Count the lines below containing "roads"; state the number only.

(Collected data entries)
****************************************

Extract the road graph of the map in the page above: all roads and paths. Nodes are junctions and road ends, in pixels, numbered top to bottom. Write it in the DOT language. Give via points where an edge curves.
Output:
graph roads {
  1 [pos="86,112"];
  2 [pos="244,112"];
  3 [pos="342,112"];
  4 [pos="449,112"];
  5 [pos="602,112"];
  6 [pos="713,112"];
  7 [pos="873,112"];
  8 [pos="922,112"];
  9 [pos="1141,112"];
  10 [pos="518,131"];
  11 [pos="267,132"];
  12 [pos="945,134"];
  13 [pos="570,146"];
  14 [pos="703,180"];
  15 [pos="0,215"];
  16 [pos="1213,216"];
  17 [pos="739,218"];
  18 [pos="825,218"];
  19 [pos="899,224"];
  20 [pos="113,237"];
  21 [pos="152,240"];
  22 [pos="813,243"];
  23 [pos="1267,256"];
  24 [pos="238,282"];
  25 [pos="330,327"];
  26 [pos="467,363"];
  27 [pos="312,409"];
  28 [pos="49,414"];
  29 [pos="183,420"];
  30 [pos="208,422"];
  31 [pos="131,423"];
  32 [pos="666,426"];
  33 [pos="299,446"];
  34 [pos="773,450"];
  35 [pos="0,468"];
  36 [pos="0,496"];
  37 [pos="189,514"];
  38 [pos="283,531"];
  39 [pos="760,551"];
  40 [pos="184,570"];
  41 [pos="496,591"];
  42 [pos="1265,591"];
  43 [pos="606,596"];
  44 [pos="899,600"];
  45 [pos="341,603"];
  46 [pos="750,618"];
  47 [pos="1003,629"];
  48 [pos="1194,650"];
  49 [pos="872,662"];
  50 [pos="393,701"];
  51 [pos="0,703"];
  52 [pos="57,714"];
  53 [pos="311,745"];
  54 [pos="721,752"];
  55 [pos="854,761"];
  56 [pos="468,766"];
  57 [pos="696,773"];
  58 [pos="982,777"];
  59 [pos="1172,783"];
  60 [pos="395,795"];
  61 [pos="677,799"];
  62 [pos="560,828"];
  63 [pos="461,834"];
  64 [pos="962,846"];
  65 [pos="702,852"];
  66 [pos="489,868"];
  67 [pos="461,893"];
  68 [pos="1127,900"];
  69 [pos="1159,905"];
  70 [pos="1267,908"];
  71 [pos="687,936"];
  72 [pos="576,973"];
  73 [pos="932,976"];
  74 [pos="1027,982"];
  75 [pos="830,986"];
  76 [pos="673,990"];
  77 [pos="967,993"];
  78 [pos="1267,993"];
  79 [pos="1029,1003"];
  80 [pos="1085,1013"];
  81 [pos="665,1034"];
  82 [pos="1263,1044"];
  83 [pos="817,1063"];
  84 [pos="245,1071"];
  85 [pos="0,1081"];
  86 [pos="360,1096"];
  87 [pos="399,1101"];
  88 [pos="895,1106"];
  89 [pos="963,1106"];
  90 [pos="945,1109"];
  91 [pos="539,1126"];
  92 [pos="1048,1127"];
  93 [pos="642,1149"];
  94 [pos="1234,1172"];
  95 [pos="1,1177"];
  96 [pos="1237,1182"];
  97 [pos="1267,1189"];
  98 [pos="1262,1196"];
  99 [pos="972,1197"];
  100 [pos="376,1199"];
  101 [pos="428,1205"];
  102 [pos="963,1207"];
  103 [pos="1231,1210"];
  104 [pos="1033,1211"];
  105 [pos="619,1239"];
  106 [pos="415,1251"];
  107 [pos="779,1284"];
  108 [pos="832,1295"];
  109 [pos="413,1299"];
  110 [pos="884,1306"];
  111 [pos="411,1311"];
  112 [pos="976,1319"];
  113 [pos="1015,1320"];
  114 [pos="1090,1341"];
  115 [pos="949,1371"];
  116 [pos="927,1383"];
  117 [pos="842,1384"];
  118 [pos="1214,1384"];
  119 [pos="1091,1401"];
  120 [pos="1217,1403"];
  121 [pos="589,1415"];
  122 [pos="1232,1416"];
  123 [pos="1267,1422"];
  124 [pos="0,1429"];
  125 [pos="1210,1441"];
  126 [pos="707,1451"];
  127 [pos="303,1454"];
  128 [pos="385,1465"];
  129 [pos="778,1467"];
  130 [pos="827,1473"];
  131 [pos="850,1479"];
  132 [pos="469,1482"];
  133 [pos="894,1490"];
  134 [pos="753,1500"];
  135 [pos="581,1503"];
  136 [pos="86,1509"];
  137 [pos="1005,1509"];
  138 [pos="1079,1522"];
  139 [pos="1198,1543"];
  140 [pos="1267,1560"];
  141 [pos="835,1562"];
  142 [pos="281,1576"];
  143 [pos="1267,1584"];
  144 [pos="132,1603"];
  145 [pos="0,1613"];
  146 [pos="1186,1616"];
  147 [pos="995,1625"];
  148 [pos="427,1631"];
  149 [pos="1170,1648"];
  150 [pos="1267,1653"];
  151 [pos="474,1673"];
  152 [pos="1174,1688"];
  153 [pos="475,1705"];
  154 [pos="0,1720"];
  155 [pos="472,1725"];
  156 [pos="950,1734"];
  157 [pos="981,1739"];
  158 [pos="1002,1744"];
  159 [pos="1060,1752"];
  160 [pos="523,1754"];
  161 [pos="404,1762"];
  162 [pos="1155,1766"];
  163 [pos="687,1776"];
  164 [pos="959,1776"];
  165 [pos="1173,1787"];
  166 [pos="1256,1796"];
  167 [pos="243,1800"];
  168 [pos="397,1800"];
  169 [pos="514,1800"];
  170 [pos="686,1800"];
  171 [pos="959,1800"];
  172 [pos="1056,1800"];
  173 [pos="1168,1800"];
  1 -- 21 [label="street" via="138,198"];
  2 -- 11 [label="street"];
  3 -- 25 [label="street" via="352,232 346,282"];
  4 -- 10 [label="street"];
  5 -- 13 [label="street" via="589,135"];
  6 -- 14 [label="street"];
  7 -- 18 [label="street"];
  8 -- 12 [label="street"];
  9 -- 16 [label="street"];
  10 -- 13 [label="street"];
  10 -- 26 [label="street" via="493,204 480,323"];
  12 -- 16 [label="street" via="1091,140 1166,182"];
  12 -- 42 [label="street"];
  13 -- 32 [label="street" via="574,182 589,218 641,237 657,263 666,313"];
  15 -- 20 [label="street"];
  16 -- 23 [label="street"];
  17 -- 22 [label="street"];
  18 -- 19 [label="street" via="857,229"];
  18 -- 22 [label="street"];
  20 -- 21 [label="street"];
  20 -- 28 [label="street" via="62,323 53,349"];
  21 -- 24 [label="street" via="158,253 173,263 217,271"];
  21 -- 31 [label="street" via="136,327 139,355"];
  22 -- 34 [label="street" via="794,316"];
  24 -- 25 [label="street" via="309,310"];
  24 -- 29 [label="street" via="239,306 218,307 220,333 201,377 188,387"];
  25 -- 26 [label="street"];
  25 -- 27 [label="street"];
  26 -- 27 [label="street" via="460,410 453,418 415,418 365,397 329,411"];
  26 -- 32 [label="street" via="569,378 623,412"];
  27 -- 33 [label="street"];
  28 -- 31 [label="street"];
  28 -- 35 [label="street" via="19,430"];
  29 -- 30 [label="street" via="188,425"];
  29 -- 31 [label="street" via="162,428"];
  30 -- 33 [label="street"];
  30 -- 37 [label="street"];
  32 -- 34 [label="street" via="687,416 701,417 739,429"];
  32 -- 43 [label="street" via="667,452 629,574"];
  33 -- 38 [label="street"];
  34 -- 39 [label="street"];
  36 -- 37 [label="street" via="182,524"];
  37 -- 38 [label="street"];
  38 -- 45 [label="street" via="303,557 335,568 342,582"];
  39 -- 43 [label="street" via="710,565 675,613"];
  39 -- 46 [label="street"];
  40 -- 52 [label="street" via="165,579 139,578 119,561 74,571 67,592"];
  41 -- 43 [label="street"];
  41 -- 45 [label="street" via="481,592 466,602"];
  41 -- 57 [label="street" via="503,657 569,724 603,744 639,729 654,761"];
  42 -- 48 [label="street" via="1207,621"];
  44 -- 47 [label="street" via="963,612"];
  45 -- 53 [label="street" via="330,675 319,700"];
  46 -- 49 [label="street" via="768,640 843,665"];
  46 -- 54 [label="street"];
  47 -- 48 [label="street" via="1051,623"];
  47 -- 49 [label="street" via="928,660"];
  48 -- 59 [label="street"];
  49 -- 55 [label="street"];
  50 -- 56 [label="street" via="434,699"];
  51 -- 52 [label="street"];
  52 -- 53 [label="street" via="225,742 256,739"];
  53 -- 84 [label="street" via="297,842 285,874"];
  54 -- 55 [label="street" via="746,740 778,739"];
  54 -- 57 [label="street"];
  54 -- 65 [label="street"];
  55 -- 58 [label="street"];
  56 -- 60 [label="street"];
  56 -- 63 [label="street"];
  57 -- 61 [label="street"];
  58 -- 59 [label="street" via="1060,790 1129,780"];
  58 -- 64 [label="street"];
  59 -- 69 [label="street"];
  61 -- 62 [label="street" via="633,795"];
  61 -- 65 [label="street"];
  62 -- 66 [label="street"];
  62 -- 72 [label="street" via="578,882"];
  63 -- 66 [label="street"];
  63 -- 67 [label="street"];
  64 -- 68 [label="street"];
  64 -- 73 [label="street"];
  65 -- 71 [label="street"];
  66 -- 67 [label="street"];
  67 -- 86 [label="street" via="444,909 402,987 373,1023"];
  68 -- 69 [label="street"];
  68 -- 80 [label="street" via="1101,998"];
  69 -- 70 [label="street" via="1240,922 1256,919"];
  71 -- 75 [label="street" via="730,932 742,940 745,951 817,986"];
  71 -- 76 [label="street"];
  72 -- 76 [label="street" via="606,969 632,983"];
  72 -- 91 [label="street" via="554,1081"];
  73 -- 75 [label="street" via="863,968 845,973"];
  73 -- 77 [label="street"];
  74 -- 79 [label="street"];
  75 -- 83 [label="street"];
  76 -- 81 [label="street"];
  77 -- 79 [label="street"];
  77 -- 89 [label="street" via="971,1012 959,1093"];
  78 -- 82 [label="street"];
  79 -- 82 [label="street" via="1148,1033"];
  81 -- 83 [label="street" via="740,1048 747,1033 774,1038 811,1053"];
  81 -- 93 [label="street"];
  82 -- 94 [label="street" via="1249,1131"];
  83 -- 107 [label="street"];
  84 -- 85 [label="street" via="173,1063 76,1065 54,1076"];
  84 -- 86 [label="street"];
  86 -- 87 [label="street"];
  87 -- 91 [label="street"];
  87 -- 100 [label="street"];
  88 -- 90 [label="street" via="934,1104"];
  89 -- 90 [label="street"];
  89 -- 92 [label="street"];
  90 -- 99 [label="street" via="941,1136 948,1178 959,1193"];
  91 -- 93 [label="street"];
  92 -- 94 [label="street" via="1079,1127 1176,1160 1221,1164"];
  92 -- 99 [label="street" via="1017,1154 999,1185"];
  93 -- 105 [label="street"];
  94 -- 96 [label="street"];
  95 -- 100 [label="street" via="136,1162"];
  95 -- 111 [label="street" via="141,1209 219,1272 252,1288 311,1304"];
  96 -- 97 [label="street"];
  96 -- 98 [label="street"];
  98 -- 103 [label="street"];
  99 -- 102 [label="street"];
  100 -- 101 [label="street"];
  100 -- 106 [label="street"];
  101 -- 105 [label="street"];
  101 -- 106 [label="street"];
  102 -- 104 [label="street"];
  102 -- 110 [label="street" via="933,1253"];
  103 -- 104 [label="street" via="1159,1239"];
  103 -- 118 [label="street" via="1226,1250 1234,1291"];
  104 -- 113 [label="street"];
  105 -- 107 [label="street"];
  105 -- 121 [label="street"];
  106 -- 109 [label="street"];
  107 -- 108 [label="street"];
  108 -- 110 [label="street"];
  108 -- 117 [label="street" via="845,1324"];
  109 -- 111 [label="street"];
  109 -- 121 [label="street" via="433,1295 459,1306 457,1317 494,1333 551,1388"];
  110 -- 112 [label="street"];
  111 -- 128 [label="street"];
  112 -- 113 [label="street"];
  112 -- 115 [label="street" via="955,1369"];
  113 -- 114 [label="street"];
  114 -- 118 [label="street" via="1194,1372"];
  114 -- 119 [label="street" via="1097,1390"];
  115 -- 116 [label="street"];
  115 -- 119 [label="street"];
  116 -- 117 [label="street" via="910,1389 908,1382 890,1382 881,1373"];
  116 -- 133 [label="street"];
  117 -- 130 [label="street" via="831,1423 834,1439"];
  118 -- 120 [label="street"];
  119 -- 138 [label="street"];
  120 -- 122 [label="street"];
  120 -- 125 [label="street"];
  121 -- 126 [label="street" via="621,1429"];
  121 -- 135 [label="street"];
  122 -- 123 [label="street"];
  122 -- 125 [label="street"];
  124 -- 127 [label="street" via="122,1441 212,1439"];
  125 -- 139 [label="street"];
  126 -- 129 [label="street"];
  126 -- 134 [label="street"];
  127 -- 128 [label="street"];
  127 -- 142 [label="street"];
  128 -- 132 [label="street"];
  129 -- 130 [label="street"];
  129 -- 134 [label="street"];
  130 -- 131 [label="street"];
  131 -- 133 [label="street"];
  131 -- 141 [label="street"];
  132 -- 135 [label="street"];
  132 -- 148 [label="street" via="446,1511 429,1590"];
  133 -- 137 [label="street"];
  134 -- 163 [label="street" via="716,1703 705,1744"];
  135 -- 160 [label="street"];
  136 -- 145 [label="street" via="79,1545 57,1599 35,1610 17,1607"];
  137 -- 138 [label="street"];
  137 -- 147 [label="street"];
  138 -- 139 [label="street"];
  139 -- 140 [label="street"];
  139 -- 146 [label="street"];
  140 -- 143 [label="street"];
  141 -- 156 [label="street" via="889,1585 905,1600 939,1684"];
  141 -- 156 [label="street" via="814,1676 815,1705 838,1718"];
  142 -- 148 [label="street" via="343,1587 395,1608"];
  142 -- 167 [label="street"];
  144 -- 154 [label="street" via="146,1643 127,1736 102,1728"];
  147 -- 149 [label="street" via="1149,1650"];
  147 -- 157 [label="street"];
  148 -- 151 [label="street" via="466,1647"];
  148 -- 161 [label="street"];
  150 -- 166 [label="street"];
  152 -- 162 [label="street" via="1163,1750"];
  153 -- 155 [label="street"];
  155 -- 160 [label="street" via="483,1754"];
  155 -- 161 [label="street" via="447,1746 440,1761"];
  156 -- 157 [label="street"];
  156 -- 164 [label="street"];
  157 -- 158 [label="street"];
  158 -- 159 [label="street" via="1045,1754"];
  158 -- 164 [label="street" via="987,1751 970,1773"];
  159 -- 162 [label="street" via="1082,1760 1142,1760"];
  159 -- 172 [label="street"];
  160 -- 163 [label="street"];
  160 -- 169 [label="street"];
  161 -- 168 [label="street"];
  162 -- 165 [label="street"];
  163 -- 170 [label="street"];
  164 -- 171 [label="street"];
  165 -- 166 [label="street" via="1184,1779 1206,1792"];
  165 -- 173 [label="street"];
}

****************************************

● RESPONSE TO THIS EXERCISE: 2